Red and processed meats are high in calories and low in fiber, so they can easily contribute to weight gain and obesity. “Obesity, a disease that occurs when the body stores a lot of fat, is a risk factor for many chronic diseases, including type 2 diabetes and heart disease,” the expert says.

Healthier Substitutes for Red and Processed Meats

To reduce the risks associated with red and processed meat consumption, you can incorporate healthier alternatives into your diet. Some of these alternatives include:

1. Poultry and fish

Chicken, turkey and fish are leaner protein sources with lower saturated fat than red meat. Fatty fish like salmon and mackerel are full of omega-3 fatty acidswhich have anti-inflammatory properties.

Fish instead of red meat
Eating fish is a better alternative. Image courtesy: Freepik

2. Plant-based proteins

Legumes (such as beans, lentils, and chickpeas), tofu, and tempeh are some of the plant-based protein sources that are healthy substitutes for meat. “They’re high in fiber and lower in saturated fat,” says the expert. Quinoa, barley, and other whole grains, along with nuts and seeds, also provide protein, healthy fats, and essential nutrients.

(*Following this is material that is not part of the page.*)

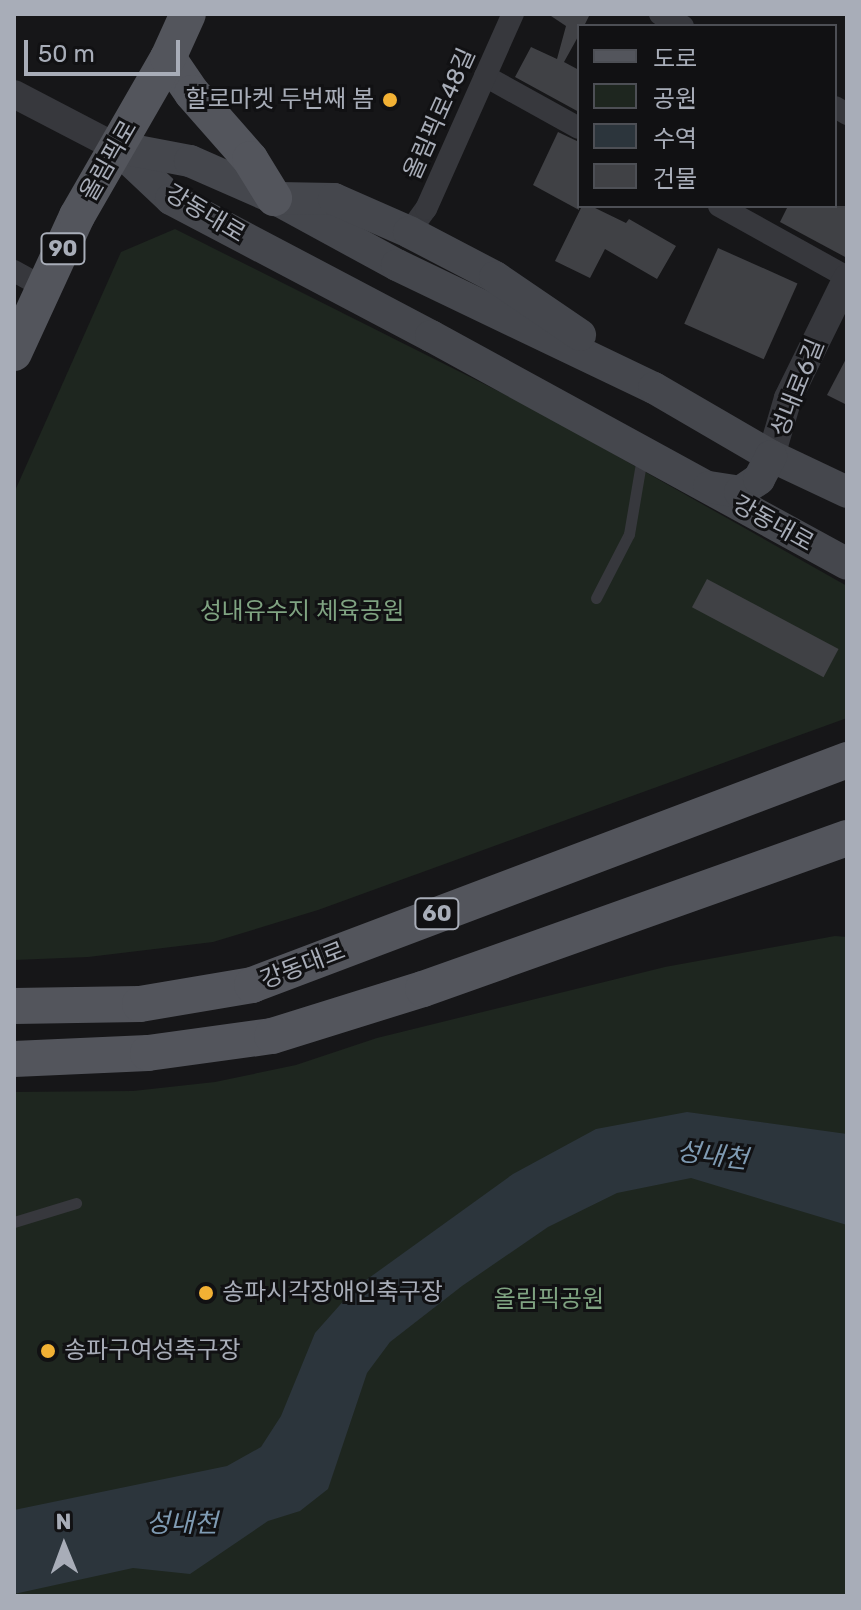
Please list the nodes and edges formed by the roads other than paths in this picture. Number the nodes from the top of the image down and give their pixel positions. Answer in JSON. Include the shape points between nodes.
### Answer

How to include meat in your diet in a healthier way?

Red meat can provide zinc, iron and B vitamins, so don’t cut it out completely. If you eat more than 90g of red meat a day, cut it to 70g, advises the UK National Health Service.

You can also do the following:

  • Opt for lean cuts of meat, such as skinless chicken breast, and trim visible fat before cooking to reduce your saturated fat intake.
  • Try to include fatty fish such as salmon, mackerel or sardines in your meals at least twice a week.
  • Use healthier cooking methods, such as baking, steaming, or grilling at lower temperatures, to preserve the nutritional value of the meat and minimize the formation of harmful compounds.
  • Pairing meat with a variety of vegetables adds flavor and texture and also increases the fiber content of the meal, which can help improve digestion and promote feelings of satiety.

Daily consumption of unprocessed red meat and processed meats can increase your chances of developing type 2 diabetes. So, don’t make it a habit.